The S&P CNX Nifty gained 41.65 points or 0.80% to settle at 5,240.90. The index touched high and low of 5,244.60 and 5,159.00 respectively. 32 stocks advanced against 17 declining ones while 1 stock remained unchanged on the index. (Provisional)

The top gainers on the Nifty were Tata Power up 6.54%, Jindal Steel up 6.29%, Tata Steel up 5.12%, JP Associates up 4.65% and Hindalco Industries up 4.64%.

On the other hand, Coal India down 2.95%, BPCL down 2.07%, ICICI Bank down 1.46%, Power Grid down 1.30% and ITC down 1.27% were the top losers. (Provisional)

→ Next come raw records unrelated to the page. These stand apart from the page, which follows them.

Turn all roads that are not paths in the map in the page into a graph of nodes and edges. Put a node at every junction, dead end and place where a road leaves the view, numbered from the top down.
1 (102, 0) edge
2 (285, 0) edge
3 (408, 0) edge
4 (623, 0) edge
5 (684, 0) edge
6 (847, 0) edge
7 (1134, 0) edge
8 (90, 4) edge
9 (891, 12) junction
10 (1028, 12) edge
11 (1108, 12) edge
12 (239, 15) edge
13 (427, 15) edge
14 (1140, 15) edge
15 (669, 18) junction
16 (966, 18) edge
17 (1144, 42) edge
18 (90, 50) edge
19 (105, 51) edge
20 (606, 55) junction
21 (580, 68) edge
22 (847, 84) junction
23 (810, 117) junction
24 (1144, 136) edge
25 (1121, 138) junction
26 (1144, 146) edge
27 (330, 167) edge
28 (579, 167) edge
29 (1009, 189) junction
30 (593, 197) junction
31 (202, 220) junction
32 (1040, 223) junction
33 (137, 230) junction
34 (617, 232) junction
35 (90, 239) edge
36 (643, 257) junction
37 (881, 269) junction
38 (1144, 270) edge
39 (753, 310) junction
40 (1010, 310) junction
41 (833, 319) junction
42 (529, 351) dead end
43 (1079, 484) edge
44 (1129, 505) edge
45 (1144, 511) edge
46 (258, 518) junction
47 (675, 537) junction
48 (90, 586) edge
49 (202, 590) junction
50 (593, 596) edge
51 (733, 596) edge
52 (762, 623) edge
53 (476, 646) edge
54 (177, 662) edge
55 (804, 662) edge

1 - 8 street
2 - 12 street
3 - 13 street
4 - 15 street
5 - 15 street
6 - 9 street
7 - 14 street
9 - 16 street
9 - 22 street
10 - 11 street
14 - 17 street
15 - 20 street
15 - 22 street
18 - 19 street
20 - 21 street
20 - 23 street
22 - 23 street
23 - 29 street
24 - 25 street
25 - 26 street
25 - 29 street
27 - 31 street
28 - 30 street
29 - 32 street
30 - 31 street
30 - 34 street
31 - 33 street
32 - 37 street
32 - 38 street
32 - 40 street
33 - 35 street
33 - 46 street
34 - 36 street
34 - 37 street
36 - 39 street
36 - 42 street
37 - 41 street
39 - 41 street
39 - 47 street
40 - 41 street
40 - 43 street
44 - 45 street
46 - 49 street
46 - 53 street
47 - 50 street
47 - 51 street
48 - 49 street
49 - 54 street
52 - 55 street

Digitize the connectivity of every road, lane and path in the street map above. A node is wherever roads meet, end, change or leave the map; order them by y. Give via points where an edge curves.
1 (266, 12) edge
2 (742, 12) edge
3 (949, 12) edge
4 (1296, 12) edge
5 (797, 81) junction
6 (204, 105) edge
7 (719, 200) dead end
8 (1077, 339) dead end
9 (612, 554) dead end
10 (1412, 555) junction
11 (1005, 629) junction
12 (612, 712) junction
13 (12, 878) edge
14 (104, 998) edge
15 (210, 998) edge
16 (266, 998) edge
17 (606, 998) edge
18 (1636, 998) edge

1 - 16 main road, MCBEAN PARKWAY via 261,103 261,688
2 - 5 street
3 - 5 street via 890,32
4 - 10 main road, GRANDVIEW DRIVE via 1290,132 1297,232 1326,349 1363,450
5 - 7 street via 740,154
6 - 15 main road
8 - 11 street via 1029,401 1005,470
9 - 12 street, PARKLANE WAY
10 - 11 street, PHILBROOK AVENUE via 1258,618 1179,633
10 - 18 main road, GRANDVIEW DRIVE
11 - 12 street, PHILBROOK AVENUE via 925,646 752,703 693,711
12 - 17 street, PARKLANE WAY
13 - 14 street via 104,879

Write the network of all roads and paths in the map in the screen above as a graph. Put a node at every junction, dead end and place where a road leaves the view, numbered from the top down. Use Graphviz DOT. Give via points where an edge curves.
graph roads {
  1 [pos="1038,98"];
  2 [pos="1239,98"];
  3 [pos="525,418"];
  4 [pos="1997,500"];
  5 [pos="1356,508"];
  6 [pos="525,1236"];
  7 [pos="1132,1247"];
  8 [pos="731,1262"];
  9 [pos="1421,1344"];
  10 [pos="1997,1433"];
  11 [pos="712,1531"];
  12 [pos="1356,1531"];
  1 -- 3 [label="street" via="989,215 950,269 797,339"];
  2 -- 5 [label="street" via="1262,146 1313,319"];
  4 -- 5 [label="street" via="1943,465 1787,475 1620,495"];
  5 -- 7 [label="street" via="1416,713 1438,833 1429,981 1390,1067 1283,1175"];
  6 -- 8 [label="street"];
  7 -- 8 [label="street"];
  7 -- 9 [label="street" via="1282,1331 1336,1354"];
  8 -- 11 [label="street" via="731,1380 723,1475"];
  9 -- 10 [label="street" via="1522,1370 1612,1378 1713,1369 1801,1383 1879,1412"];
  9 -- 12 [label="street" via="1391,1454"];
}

The European markets were trading in green, with France's CAC 40 up 1.78%, Germany's DAX up 2.00% and Britain’s FTSE 100 up 1.50%.

Most of the Asian equity indices were modestly higher on Wednesday as encouraging Chinese manufacturing data tempered concerns over downbeat US economic reports, while earnings disappointments in Japan capped stocks there. Meanwhile, Taiwan stocks ended 0.43 percent higher, lifted by HTC Corp and defensive plays such as transportation and biotech. While, the Nikkei average held on to recent gains, edging up for the second session and brushing off worse-than-expected earnings from blue chips.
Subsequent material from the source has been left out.